The whole thing, to me, felt awkward and like he wasnt enjoying any of it, which is quite confusing.

Other than that we had a nice time, but my immediate reaction is to dump as im no longer interested.

views?

OP posts:
MinkBernardLundy · 27/01/2014 15:13

keeping you did the right thing. it was not to be. he did behave like an arse. he may not have intended do (as he may have mistakenly thought he was over her) but his subsequent behaviour, sending you all those texts is unneccessary at best, total dickhead at worst.

Keeping the lid on: Well then, I guess that you slept with him too soon. And that is your fault.

Talulah next time you feel the time is right for you, you might find those judgy pants are so far up your arse they are seriously going to get in your way.Wink

VoyageDeVerity · 27/01/2014 15:23

God he sounded revolting - well rid.

MatryoshkaDoll · 27/01/2014 15:24

This reply has been deleted

Message withdrawn at poster's request.

expatinscotland · 27/01/2014 15:32

Oh, god, it's the starving artist loser! I forgot about him because he's such a reject. The question you really need to ask yourself is why you waste a second of your time with guys who let you know early on that they are utter wasters. You're still doing it because he's still texting you. Who cares if he's into his ex, blah blah blah, he's a shite shag with no fucking job! LOSER! Stop wasting your time and giving chances to rejects.

TalisaMaegyr · 27/01/2014 15:56

expat Grin A woman after my own heart.

keepingthelidon · 27/01/2014 16:03

I ' wasted' a bit of time on him as i liked him as a person and im not material.
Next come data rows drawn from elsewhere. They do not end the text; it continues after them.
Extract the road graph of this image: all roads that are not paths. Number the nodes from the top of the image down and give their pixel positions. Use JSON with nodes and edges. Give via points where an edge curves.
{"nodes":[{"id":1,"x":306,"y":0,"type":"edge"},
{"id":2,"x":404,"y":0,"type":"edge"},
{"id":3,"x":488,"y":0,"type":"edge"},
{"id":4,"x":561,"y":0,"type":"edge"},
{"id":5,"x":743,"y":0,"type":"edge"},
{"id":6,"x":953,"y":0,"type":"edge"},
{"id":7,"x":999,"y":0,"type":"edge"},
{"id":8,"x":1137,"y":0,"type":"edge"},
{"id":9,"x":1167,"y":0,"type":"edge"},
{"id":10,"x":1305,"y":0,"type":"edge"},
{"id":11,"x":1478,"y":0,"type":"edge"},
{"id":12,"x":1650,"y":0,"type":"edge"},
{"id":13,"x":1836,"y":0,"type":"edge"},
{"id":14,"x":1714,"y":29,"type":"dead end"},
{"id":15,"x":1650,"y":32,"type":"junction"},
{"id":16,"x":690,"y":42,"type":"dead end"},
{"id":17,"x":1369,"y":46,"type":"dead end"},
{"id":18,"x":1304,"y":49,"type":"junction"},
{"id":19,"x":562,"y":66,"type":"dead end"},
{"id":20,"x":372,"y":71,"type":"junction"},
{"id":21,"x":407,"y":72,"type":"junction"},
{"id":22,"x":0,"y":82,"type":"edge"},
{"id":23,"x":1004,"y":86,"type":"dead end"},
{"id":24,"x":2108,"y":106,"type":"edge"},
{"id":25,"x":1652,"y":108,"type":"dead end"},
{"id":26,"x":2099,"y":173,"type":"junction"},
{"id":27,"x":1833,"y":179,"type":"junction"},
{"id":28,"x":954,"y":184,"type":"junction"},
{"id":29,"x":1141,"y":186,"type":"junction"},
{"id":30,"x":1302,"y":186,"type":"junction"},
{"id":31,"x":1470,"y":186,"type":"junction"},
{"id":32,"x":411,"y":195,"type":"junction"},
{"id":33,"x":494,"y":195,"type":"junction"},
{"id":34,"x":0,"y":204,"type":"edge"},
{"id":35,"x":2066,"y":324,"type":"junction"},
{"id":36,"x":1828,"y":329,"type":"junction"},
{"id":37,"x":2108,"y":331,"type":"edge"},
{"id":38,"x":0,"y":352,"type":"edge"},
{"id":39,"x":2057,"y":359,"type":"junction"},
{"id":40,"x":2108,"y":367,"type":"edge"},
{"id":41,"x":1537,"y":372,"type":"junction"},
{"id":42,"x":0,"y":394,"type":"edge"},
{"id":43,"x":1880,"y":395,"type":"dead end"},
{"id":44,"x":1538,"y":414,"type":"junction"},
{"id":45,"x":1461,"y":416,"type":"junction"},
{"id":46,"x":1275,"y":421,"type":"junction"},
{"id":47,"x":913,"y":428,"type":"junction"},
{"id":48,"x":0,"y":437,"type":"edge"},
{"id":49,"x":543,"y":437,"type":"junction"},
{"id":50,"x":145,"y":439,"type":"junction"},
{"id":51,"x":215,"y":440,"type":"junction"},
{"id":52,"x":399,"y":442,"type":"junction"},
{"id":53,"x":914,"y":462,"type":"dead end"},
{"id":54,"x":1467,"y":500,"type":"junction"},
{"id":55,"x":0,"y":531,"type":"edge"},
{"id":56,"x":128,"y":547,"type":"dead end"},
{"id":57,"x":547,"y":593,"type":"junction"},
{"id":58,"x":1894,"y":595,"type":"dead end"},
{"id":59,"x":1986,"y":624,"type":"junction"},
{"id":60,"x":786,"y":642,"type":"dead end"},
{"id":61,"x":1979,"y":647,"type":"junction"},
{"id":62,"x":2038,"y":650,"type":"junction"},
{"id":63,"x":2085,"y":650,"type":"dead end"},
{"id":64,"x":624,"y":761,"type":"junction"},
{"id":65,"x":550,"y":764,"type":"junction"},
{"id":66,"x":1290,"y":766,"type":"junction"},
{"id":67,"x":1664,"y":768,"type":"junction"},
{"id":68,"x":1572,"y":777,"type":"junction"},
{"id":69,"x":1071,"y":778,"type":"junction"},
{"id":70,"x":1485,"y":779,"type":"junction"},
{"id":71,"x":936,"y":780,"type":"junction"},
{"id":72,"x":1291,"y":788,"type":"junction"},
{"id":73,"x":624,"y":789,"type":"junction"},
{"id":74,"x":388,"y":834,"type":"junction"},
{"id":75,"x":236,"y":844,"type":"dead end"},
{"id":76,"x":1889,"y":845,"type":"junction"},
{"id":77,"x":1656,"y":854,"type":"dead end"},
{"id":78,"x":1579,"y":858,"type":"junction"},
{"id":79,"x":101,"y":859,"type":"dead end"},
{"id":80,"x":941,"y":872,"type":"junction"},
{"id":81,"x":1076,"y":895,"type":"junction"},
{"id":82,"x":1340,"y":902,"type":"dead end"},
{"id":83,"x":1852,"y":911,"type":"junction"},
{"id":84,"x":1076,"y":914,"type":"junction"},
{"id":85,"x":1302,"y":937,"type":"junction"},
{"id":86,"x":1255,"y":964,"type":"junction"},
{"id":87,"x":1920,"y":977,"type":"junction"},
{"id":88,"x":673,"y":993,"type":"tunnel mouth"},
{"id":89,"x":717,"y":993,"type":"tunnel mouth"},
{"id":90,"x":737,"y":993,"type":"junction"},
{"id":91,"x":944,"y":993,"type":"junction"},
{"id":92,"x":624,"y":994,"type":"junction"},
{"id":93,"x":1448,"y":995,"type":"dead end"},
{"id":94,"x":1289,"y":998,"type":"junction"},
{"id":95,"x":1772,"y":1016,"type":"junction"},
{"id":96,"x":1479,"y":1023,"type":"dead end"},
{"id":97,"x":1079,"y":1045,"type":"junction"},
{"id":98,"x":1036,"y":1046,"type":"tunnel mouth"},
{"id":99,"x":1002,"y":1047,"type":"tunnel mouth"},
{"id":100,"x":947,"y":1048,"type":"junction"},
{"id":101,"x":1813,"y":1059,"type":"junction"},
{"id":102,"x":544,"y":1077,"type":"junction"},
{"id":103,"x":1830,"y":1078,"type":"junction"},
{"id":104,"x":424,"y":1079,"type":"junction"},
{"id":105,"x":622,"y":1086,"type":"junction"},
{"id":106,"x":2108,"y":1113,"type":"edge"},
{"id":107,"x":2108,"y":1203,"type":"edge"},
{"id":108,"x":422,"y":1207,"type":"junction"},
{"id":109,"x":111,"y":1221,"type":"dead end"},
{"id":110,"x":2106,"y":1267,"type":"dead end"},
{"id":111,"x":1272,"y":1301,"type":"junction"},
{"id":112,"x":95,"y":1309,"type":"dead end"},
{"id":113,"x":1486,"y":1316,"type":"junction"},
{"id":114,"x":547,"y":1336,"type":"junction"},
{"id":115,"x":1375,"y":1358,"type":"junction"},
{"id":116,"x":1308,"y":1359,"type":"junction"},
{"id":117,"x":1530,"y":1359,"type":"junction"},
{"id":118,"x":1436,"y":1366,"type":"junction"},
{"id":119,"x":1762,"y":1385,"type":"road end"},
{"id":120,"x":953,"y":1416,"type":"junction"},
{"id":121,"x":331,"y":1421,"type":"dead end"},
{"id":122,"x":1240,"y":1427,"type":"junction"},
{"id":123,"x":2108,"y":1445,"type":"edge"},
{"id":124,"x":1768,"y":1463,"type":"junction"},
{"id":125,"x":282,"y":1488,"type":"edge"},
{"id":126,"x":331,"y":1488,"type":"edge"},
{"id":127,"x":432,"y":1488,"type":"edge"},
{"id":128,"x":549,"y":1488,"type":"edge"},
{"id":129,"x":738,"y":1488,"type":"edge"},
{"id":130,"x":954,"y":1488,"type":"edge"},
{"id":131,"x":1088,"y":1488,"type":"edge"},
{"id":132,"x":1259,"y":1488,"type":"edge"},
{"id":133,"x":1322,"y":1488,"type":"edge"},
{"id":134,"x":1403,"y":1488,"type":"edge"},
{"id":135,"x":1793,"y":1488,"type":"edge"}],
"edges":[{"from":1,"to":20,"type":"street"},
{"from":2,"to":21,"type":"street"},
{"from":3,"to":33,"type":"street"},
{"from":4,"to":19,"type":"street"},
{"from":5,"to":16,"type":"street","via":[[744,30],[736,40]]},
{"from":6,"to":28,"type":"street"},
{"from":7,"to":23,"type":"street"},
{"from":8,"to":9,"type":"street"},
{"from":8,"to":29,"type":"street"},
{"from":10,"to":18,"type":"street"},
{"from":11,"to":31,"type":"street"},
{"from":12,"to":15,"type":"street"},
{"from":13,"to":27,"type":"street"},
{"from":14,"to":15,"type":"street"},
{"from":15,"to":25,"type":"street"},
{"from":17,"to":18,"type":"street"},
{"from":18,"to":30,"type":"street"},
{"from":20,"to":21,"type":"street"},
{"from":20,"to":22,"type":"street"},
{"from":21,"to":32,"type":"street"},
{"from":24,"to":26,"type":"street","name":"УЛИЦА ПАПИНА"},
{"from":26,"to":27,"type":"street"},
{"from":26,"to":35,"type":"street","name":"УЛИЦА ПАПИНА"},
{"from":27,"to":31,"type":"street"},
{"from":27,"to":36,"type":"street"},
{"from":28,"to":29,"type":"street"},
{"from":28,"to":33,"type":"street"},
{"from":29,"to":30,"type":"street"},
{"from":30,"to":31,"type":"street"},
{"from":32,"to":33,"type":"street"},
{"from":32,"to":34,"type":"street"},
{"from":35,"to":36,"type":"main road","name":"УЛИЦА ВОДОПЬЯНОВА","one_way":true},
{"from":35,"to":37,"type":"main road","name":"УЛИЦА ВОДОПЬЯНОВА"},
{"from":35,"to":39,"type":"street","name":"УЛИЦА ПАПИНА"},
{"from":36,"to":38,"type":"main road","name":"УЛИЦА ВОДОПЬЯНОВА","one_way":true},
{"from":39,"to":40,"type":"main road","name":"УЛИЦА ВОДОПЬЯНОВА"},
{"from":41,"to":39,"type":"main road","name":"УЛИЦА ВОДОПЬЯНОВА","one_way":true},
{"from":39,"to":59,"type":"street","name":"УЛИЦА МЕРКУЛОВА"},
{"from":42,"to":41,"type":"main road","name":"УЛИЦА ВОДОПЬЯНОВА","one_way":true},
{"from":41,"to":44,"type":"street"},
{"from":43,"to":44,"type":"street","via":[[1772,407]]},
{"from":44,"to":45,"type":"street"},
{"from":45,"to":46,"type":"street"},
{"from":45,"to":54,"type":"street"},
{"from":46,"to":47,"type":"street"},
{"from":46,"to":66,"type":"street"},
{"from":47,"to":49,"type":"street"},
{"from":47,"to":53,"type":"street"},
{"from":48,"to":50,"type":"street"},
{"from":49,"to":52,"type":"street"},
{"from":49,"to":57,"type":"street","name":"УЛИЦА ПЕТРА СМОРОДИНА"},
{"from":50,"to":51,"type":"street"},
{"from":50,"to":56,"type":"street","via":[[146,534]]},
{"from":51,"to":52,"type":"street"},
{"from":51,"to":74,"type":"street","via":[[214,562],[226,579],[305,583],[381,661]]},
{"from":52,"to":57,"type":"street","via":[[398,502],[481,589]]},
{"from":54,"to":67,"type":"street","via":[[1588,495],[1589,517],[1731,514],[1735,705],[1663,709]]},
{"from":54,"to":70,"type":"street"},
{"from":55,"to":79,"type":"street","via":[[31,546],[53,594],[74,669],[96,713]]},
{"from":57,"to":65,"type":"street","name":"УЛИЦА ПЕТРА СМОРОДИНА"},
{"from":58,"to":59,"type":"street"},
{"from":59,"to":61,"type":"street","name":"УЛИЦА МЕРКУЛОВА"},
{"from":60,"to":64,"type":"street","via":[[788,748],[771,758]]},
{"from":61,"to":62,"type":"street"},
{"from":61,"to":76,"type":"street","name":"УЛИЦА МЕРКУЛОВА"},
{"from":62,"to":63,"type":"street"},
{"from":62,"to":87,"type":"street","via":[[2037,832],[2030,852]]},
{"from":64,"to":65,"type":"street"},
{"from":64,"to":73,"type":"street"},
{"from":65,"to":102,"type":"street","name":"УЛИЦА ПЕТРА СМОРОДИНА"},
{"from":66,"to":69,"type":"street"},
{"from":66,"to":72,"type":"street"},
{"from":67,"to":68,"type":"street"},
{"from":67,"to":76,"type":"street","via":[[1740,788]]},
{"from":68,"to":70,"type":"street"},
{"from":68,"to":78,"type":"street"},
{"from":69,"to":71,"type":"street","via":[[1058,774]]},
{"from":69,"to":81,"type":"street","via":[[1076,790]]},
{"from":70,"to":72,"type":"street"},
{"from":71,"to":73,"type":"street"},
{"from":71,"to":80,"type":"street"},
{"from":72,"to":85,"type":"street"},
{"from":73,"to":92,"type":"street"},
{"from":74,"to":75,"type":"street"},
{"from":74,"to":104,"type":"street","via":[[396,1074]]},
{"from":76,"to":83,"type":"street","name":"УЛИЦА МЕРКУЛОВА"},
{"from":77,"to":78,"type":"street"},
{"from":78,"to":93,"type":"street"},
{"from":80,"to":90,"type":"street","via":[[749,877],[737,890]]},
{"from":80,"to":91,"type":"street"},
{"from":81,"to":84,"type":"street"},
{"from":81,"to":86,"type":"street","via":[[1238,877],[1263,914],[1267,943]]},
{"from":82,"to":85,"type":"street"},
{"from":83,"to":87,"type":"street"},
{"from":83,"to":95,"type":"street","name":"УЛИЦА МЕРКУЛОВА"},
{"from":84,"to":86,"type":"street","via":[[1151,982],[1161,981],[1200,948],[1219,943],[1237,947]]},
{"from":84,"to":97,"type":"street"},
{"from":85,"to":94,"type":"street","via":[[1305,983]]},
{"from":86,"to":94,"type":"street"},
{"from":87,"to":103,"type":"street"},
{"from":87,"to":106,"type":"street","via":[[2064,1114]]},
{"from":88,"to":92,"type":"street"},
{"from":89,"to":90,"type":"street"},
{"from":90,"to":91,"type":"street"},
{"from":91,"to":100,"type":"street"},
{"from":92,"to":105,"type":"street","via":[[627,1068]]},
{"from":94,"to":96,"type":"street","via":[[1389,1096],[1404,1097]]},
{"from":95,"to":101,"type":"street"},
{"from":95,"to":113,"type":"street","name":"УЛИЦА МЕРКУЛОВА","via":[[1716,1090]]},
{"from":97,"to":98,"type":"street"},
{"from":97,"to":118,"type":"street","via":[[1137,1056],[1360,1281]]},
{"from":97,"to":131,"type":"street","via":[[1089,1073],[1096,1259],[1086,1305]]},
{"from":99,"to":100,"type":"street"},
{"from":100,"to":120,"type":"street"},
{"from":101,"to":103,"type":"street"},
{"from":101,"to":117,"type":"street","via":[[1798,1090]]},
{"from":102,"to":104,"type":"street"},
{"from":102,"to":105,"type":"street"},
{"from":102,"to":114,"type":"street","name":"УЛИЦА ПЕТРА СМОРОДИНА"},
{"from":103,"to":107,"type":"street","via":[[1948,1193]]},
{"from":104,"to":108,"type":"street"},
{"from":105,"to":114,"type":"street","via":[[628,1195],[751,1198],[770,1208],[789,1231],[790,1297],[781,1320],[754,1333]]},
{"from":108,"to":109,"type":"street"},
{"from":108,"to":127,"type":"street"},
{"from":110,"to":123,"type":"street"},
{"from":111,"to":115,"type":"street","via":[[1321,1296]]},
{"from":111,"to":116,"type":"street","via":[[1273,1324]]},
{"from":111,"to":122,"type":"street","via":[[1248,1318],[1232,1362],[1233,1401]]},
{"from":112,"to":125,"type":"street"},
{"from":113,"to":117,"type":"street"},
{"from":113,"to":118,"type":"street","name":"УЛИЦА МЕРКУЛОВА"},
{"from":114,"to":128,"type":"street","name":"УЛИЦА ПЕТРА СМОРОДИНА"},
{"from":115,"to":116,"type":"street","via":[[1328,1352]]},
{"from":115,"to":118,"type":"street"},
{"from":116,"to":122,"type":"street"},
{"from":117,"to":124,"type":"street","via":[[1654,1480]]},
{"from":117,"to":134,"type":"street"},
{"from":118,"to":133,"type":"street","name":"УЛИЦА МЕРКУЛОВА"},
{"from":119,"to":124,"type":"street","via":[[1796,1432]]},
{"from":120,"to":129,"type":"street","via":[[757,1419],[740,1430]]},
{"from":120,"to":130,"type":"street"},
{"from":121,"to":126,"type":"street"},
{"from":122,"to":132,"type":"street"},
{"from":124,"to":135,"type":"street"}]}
The next date i found out he does ok... its just not a 9-5 job, so a bit different to the norm.

I possibly should have paid more attention to the living on toast thing, it wasnt because he cant afford anything, but just that hes lazy and thats easy, but its part of the getting to know you thing... isnt it.

expat- since i am not in control of him sending texts, im not wasting time on him. I cant block him as my phone doesnt allow it. Im just not responding.

he wasnt a shite shag the first time round, but was the second and i dumped him, all this other stuff has come out since.

Kudos to me i think.

OP posts:
musicismylife · 27/01/2014 16:34

OP, I hope you are okay. He sounds like he really isn't worth bothering about.

I think he deliberately led you on, because, let's face it, what man wouldn't want to have sex with someone who they knew was really into them.

No man deliberately gets rid of good sex. You confronted him about his issues and he had no choice but to 'fess up (oops, was that one of the phrases that makes mumsnets' blood boil Hmm)

And he will continue to text you because he knows that you drew the short straw.

keepingthelidon · 27/01/2014 16:48

i will be fine. Im hurt right at the moment and a bit embarassed, but i shall live.

and yes, he admitted that he wasnt going to say anything at all, it was just because i said something that he had to. Because, well, he had to.

Im not sure i will hear from him again, i think it suits the tortured, starving musican thing too much for him to be depressed and lonely.

OP posts:
Logg1e · 27/01/2014 18:04

It does sound as though you've had a lucky escape.

Whocansay · 27/01/2014 18:20

OP, you have NOTHING to be embarrassed about. He does though.